Всѣ молчатъ — и Соболевъ, и гребцы, только Оказія, хотя ему восемьдесятъ лѣтъ, никакъ не можетъ угомониться. Онъ шутникъ, скоморохъ, враль и легокъ, какъ юноша. Оказія не знаетъ усталости. Разъ шелъ онъ мимо восьмипудоваго якоря. «А славная, братцы, мутовочка, кабы ее да моей бабѣ!» --На, возьми! — посмѣялся Соболевъ. Оказія взвалилъ якорь на плечо и понесъ и удесъ съ берега за версту, въ деревню. Бурлаки и рты разинули. Послѣ четыре парня волокли якорь назадъ. Далъ старику тогда на чай Соболевъ цѣлую трешницу.

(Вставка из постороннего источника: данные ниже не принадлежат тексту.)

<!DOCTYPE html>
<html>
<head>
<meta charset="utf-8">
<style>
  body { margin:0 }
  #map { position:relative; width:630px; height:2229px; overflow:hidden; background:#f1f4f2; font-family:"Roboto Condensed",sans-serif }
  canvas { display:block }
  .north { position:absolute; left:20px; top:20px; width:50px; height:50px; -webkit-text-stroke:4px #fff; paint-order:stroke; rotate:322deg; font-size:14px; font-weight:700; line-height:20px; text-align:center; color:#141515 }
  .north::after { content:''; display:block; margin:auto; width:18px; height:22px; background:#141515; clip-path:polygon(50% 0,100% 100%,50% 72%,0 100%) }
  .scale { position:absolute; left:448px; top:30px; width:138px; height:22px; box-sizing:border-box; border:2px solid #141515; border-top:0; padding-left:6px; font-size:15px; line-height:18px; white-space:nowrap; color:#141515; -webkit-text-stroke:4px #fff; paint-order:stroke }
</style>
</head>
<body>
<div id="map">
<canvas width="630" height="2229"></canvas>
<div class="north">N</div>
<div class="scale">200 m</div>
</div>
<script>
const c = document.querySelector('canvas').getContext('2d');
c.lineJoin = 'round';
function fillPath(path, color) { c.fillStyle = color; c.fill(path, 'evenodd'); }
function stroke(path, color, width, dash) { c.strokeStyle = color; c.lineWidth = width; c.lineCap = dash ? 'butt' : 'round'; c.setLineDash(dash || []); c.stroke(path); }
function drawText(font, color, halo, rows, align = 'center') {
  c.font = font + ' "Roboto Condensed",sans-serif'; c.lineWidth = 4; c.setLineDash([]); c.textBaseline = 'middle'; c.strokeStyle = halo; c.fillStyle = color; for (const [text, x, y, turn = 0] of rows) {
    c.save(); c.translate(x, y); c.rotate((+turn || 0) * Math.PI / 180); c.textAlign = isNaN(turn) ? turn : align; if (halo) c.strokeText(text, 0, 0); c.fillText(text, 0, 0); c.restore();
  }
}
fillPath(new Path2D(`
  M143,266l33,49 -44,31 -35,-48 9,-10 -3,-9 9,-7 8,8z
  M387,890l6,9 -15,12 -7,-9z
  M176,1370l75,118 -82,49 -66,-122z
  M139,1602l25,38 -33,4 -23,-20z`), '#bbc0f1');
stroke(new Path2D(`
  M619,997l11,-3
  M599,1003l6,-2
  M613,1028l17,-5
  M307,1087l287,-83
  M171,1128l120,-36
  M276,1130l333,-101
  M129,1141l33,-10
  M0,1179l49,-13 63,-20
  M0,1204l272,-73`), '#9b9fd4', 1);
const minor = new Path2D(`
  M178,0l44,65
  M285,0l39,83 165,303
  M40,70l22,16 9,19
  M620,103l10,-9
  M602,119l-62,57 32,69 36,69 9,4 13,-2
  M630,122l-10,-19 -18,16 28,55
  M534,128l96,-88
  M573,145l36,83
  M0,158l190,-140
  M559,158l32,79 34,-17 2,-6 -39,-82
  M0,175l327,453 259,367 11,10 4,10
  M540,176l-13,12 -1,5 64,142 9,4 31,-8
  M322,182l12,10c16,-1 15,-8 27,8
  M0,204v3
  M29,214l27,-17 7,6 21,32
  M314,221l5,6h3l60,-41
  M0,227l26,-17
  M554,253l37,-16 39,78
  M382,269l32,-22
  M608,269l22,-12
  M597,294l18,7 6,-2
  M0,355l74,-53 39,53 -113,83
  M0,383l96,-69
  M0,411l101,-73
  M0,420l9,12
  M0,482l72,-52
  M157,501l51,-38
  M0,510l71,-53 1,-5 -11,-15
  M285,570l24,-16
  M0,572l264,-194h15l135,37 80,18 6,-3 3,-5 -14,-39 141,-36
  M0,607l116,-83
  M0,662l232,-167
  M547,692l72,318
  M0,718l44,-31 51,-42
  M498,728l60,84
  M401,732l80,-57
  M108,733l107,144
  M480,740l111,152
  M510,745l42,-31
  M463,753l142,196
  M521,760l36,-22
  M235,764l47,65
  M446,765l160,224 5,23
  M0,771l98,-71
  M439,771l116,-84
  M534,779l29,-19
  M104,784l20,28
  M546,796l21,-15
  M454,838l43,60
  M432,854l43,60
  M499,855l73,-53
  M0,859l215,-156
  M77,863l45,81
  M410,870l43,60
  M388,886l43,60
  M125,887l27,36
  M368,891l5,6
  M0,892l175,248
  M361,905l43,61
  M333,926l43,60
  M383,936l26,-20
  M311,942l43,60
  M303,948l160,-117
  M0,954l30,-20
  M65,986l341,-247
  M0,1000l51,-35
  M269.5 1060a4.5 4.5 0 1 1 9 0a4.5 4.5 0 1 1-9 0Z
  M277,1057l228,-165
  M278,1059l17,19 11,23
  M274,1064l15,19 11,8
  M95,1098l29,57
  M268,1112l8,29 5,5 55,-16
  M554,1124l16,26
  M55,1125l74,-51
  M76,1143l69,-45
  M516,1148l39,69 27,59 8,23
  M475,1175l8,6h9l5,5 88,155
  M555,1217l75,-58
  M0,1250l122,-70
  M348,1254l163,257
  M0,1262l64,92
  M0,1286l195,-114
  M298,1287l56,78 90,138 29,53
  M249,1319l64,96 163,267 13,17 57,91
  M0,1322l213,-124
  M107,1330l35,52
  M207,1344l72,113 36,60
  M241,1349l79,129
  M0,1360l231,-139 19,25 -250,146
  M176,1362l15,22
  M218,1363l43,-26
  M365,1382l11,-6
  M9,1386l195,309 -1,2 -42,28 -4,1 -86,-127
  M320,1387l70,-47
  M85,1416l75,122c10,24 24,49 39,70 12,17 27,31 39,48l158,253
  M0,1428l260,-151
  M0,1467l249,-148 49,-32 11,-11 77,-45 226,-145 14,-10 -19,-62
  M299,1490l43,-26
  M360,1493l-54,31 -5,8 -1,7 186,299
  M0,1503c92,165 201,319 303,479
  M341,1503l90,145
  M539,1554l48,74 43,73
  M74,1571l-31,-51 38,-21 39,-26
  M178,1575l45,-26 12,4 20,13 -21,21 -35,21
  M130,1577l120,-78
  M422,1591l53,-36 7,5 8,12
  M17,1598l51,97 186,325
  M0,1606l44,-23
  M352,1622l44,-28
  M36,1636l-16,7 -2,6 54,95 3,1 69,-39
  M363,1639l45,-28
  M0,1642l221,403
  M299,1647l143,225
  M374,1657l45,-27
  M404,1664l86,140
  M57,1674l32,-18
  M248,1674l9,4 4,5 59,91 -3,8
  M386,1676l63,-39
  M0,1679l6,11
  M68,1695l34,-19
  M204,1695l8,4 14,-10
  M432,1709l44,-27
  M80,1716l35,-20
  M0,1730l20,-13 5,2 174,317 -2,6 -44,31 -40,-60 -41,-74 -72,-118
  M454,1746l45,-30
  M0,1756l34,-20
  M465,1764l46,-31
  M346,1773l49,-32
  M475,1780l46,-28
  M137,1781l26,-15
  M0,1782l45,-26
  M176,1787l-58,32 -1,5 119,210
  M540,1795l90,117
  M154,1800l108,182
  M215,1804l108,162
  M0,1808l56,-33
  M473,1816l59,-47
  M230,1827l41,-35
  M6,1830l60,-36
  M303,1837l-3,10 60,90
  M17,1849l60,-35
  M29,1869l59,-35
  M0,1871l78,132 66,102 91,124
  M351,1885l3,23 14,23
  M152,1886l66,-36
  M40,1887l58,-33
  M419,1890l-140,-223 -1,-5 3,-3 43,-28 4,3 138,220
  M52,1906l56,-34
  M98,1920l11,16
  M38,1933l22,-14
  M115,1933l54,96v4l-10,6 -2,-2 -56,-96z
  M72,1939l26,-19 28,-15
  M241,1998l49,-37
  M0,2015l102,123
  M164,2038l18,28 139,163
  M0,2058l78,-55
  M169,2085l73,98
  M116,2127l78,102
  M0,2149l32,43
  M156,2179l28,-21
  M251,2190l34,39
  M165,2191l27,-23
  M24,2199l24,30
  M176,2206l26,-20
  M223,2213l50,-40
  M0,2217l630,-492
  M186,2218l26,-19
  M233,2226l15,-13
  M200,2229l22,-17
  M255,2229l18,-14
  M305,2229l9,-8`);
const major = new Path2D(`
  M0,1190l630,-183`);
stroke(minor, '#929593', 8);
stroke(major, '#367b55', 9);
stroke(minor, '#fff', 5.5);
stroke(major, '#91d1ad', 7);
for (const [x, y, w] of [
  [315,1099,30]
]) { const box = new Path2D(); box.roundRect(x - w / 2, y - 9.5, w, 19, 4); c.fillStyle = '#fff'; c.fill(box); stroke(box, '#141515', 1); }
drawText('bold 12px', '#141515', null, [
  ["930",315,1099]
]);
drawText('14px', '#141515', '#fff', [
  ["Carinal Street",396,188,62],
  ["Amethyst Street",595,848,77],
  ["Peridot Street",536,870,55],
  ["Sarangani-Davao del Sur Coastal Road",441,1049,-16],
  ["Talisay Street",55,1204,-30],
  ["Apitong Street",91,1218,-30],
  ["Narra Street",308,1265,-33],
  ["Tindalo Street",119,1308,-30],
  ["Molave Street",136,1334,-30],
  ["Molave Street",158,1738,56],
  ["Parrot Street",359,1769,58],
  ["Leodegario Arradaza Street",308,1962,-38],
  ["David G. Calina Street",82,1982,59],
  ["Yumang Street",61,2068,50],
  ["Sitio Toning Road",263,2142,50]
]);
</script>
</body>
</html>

— И пришла, дѣточки мои любезные, ко мнѣ Нужда, — разсказываетъ Оказія. — Хэ-хэ! Такая кочерга, альни тошно лапти сбитые, глядитъ затулисто, реветъ ревно, дескать, судьба судьбинушка разнесчастная. Сѣла на лавку, аккуратъ, супротивъ печи, а баба-то моя полѣзла за щами въ печь, и уолько-только вытянула ухватомъ варево, прискокнула Нужда, хвать, слопала щи. То мнѣ и вовсе, значитъ, не пондравилось, потому — сидѣть — сиди, а не безчинствуй. Одначе, смолчалъ я: все же, думаю, гостья. Диковинка!.. Полѣзла баба моя опять въ печь, за хлѣбушкой, и толькотолько на шестокъ вытянула, а Нужда — хвать, слопала и хлѣбушко, сама еще тощѣй сдѣлалась. «Почто ты, Нужда-государыня, въ изъянъ вводишь?» — А она-то, паскудница, таращитъ на меня буркалы, да молчитъ. Я ее за косу — вырвалась; я ее и такъ и сякъ, она лишь тощѣй да тощѣй… «Тьфу ты!» — думаю, — хошь серебра? — Хочу, хозяинъ, давай. — Дамъ, подожди, а за то укатись, Бога ради, изъ моей, стало быть, избы. Оказія!.. Стояла тутъ, братчики, въ уголку пила, старая, проржавѣвшая, взялъ я ее, надѣлъ шапку, осерчалъ, ушелъ изъ дому въ лѣса на заготовки. Пилю день дрова, пилю два дрова, пилю три дрова, пилю пять дрова, пилю, мѣсяцъ… Ажно хребетъ занылъ, на рукахъ мозолищи, съ грудей паръ валитъ, будто отъ лошади. Диковинка! Вытянулъ я пилу, взвалилъ на плечо — шасть домой. А Нужда въ избѣ полъ мететъ паршивымъ вѣникомъ. «Здорово, свѣтъ-государыня!» — Здравствуй, господинъ Оказія! Скоро ли серебра дождусь? — «На тебѣ, кочерга, подавись!» — И кинулъ я, братчики вы мои, къ ейнымъ самыимъ ногамъ пилу, а пила, будто серебряная, такъ и блеститъ. Диковинка! Усмѣхнулась Нужда. «Спасибо тебѣ, Оказія, за подарочекъ!» Взяла котомку свою, лапоточки обула, ушла и пилы не призахватила. Съ той поры — щи хлебаю, хлѣбушка ѣмъ досыта, изъ подъ носу никто не вытянетъ.
— Экой ты балабанъ, Оказія! — ворчитъ со дна лодки Соболевъ: — и все-то врешь, и все-то врешь. Далъ бы языку-то передохнуть.
— Языкъ, Костатинъ Демьянычъ, безъ костей, не поломается.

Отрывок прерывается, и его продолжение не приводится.